A report by the Government Reform and Oversight Committee detailed incidents indicating what was cited as Jaczko's "propensity for angry outbursts and aggressive behavior." A 2012 NRC Office of Inspector General report identified multiple examples where his behavior was not supportive of an open and collaborative work environment. Top House Republicans called on President Obama to dismiss Jaczko.

Jaczko said problems at the agency were not his fault but instead stem from "lack of understanding" on the part of others. Senate Majority Leader Harry Reid defended Jaczko, saying his critics are attacking him because "they’re concerned about the nuclear industry. He’s concerned about the American people."

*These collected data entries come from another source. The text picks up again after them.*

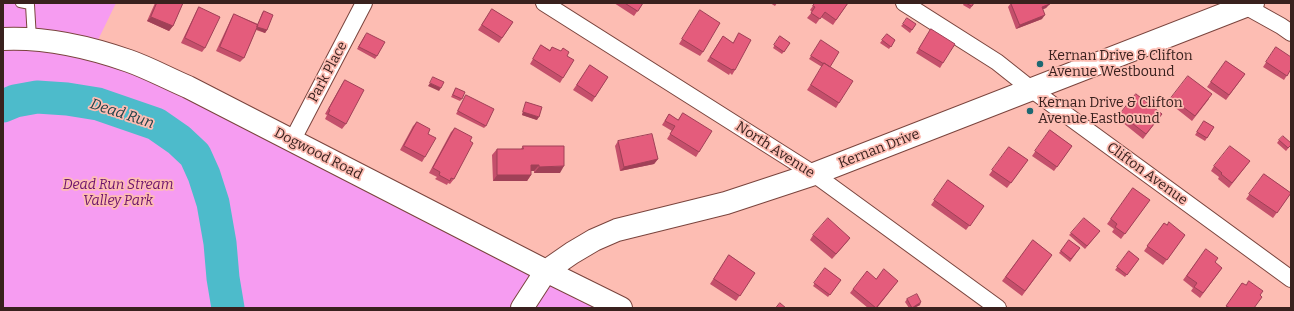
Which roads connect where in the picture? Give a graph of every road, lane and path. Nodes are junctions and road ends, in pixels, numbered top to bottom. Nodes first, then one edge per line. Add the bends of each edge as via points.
1 (20, 3) edge
2 (364, 3) edge
3 (544, 3) edge
4 (904, 3) edge
5 (1247, 4) edge
6 (1291, 33) edge
7 (3, 39) edge
8 (32, 40) junction
9 (1031, 89) junction
10 (292, 141) junction
11 (814, 174) junction
12 (546, 271) junction
13 (1291, 279) edge
14 (522, 308) edge
15 (621, 308) edge
16 (998, 308) edge

1 - 8 lane via 30,5
2 - 10 street, Park Place
3 - 11 street, North Avenue
4 - 9 street, Clifton Avenue via 997,62
5 - 6 street
5 - 9 main road, Kernan Drive
7 - 8 main road, Dogwood Road
8 - 10 main road, Dogwood Road via 74,45 130,62 188,87
9 - 11 main road, Kernan Drive
9 - 13 street, Clifton Avenue
10 - 12 main road, Dogwood Road
11 - 12 main road, Kernan Drive via 726,203 617,230 577,249
11 - 16 street, North Avenue
12 - 14 main road, Kernan Drive
12 - 15 main road, Dogwood Road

Peter A. Bradford, who was a commission member from 1977 to 1982, has also defended Jaczko. Bradford said it was not unusual for the commissioners to disagree strongly, and added that he did not believe that "the chairman is somehow raging around the agency and intimidating the staff". He also argued that, although the letter about Jaczko was written by two Republicans and two Democrats, it was necessarily bi-partisan in the context of nuclear politics. He claimed that "In Washington, you’ve got a situation where the ‘nuclear party’ transcends the Republican and Democratic party," adding that "You’ve got four members of the nuclear party writing a letter about the chairman, who’s never been a member of the nuclear party."

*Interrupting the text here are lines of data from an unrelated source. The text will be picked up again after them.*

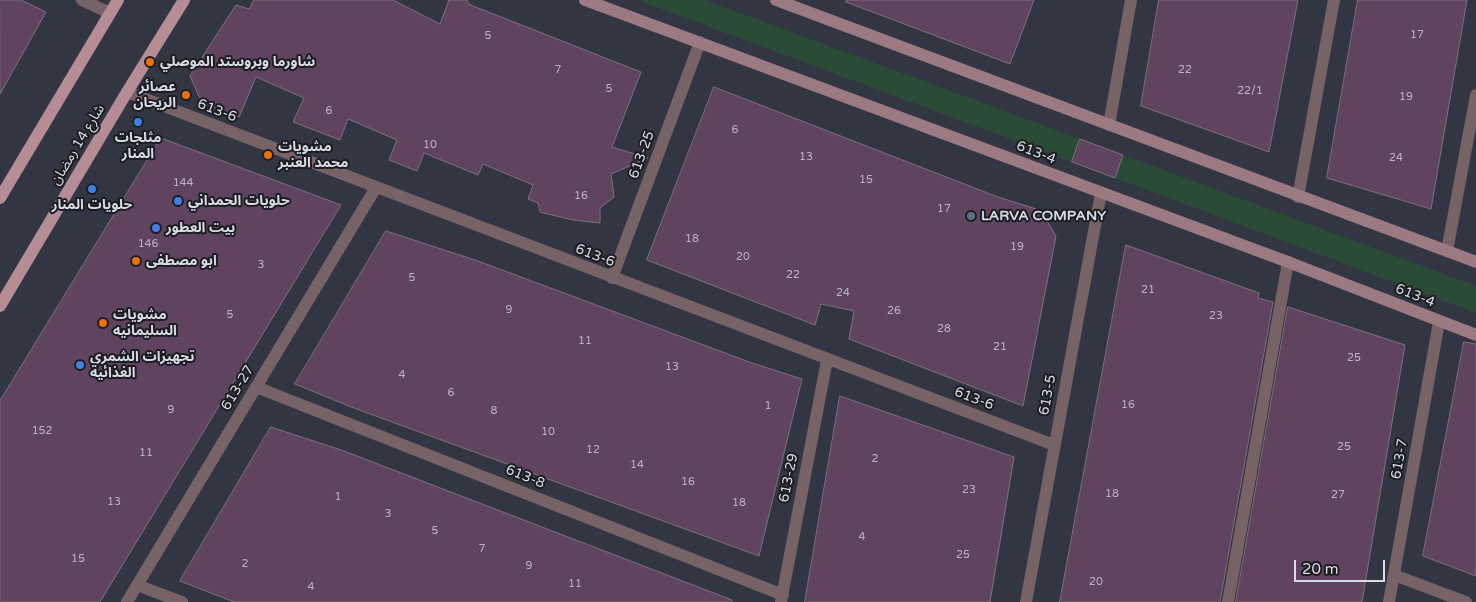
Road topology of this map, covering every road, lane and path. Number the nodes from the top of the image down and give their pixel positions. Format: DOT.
graph roads {
  1 [pos="82,0"];
  2 [pos="118,0"];
  3 [pos="184,0"];
  4 [pos="585,0"];
  5 [pos="776,0"];
  6 [pos="1131,0"];
  7 [pos="1334,0"];
  8 [pos="110,13"];
  9 [pos="700,42"];
  10 [pos="127,92"];
  11 [pos="1476,95"];
  12 [pos="1109,125"];
  13 [pos="375,188"];
  14 [pos="1101,194"];
  15 [pos="1298,197"];
  16 [pos="0,198"];
  17 [pos="1447,252"];
  18 [pos="1288,262"];
  19 [pos="1476,262"];
  20 [pos="612,278"];
  21 [pos="0,306"];
  22 [pos="1440,322"];
  23 [pos="1476,336"];
  24 [pos="827,360"];
  25 [pos="256,387"];
  26 [pos="1054,445"];
  27 [pos="1394,575"];
  28 [pos="137,585"];
  29 [pos="782,598"];
  30 [pos="127,602"];
  31 [pos="182,602"];
  32 [pos="1026,602"];
  33 [pos="1228,602"];
  34 [pos="1389,602"];
  35 [pos="1466,602"];
  1 -- 8 [label="street"];
  2 -- 8 [label="main road"];
  3 -- 10 [label="main road, شارع 14 رمضان"];
  4 -- 9 [label="street, 613-4"];
  5 -- 12 [label="street"];
  6 -- 12 [label="street"];
  7 -- 15 [label="street"];
  8 -- 16 [label="main road"];
  9 -- 14 [label="street, 613-4"];
  9 -- 20 [label="street, 613-25"];
  10 -- 13 [label="street, 613-6"];
  10 -- 21 [label="main road, شارع 14 رمضان"];
  11 -- 17 [label="street"];
  12 -- 15 [label="street"];
  13 -- 20 [label="street, 613-6"];
  13 -- 25 [label="street, 613-27"];
  14 -- 18 [label="street, 613-4"];
  14 -- 26 [label="street, 613-5"];
  15 -- 17 [label="street"];
  17 -- 19 [label="street"];
  18 -- 22 [label="street, 613-4"];
  18 -- 33 [label="street"];
  20 -- 24 [label="street, 613-6"];
  22 -- 23 [label="street, 613-4"];
  22 -- 27 [label="street, 613-7"];
  24 -- 26 [label="street, 613-6"];
  24 -- 29 [label="street, 613-29"];
  25 -- 28 [label="street, 613-27"];
  25 -- 29 [label="street, 613-8"];
  26 -- 32 [label="street, 613-5"];
  27 -- 34 [label="street, 613-7"];
  27 -- 35 [label="street"];
  28 -- 30 [label="street, 613-27"];
  28 -- 31 [label="street"];
}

On May 21, 2012, he announced his resignation pending the confirmation of the next person to fill this role. On July 9, 2012, Jaczko was replaced by Allison Macfarlane, a nuclear waste expert and associate professor at George Mason University.

In 2013 he was appointed by Harry Reid to a post on a Congressional panel overseeing the National Nuclear Security Administration

Political offices
| Preceded byDale E. Klein | Chairman of the Nuclear Regulatory Commission 2009–2012 | Succeeded byAllison Macfarlane |

===2026 congressional campaign===
Jaczko ran for the Democratic nomination for the District of Columbia's non-voting delegate, vying to succeed Eleanor Holmes Norton, in the 2026 election. By May, he had raised $113,000 and Politico described his bid as a "long-shot" compared to councilmembers Robert White and Brooke Pinto. His stated campaign goals included boosting the federal workforce, improving federal agencies' work with city residents and government, exempting the city from federal income taxes, and electricity affordability through renewable energy build-out. He placed 5th in the June primary election with 2.88% of the vote.

== In media ==
Gregory Jaczko has an important cameo appearance in the 2023 documentary film SOS: The San Onofre Syndrome, directed by James Heddle, Mary Beth Brangan and Morgan Peterson. In a recent interview producer Mary Beth Brangan stated that it was the Fukushima nuclear disaster that set her and her life partner, James Heddle, into the making of the film. The film documents a special visit prime minister Naoto Kan made to San Diego on June 4, 2013 in order to participate in a panel entitled "Fukushima: Ongoing Lessons for California", along with Nuclear Regulatory Commission chair Gregory Jaczko, former NRC Commissioner Peter A. Bradford, and nuclear engineer Arnie Gundersen, where they discussed nuclear power's risks.

In the film, which issues a critical warning that America's 55 nuclear power plants, each of which has tons of intensely radioactive waste that lasts millennia—in inadequate temporary storage containers with no plans to repair them—are putting their local communities and national security at grave risk. In archival footage from a KPBS news program, Jaczko stated: "But frankly once they get loaded, I don't see them ever taking those canisters out of there. Realistically, they're not going to move them out. So those permits will be extended. The operational period will be extended repeatedly, and you will have a de facto burial site."